▸ **PROBLEM DESCRIPTION**
Scan the material for the string "thumb" and copy out every line in which it occurs.

▸ **SUPPLIED MATERIAL**
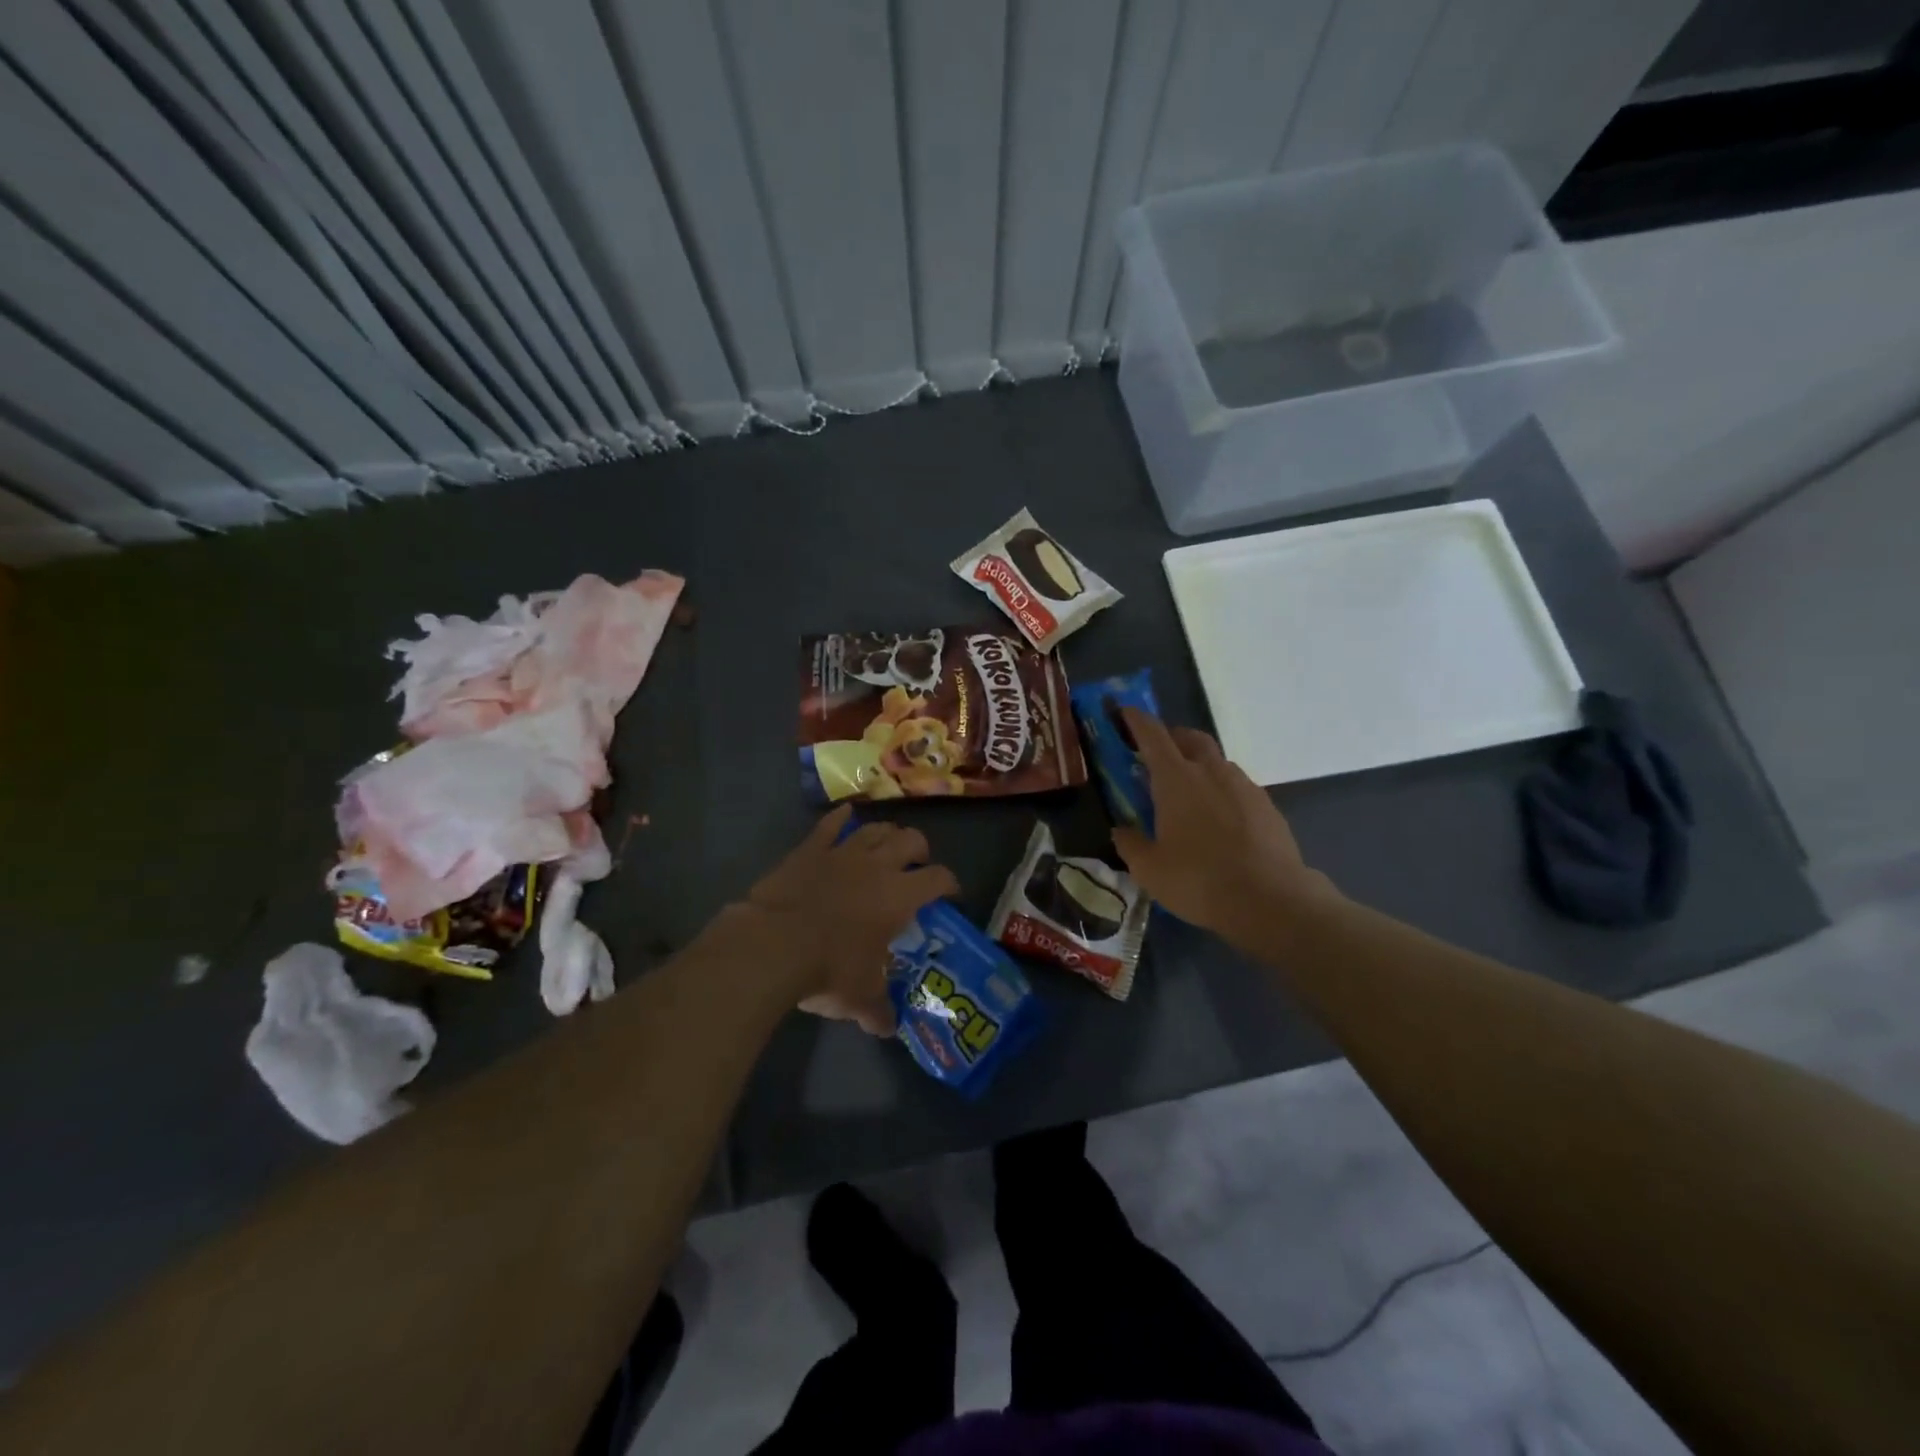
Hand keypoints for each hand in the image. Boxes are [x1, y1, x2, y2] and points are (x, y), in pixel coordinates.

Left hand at [738, 804, 958, 1034]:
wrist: (772, 945)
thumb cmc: (827, 970)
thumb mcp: (859, 998)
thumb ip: (878, 1011)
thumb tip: (887, 1029)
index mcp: (899, 897)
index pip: (938, 879)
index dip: (949, 883)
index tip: (950, 894)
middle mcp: (877, 866)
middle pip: (911, 840)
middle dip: (919, 849)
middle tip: (917, 864)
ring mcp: (842, 853)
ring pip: (875, 829)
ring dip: (886, 833)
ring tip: (887, 844)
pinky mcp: (810, 849)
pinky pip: (830, 825)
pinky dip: (840, 819)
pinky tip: (845, 815)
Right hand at [1111, 708, 1336, 952]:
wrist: (1271, 900)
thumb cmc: (1199, 880)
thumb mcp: (1149, 870)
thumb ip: (1130, 844)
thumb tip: (1121, 831)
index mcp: (1176, 779)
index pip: (1152, 735)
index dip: (1135, 720)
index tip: (1124, 712)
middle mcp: (1211, 771)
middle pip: (1190, 738)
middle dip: (1171, 738)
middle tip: (1157, 755)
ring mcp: (1244, 786)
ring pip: (1216, 762)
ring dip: (1199, 766)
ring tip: (1188, 794)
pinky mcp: (1267, 806)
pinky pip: (1237, 787)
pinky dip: (1221, 791)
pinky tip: (1218, 820)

▸ **TASK RESPONSE**
thumb cmc: (827, 970)
thumb mcp: (859, 998)
thumb ip: (878, 1011)
thumb tip: (887, 1029)
thumb cmc: (1199, 880)
thumb mcp: (1149, 870)
thumb ip: (1130, 844)
thumb tip: (1121, 831)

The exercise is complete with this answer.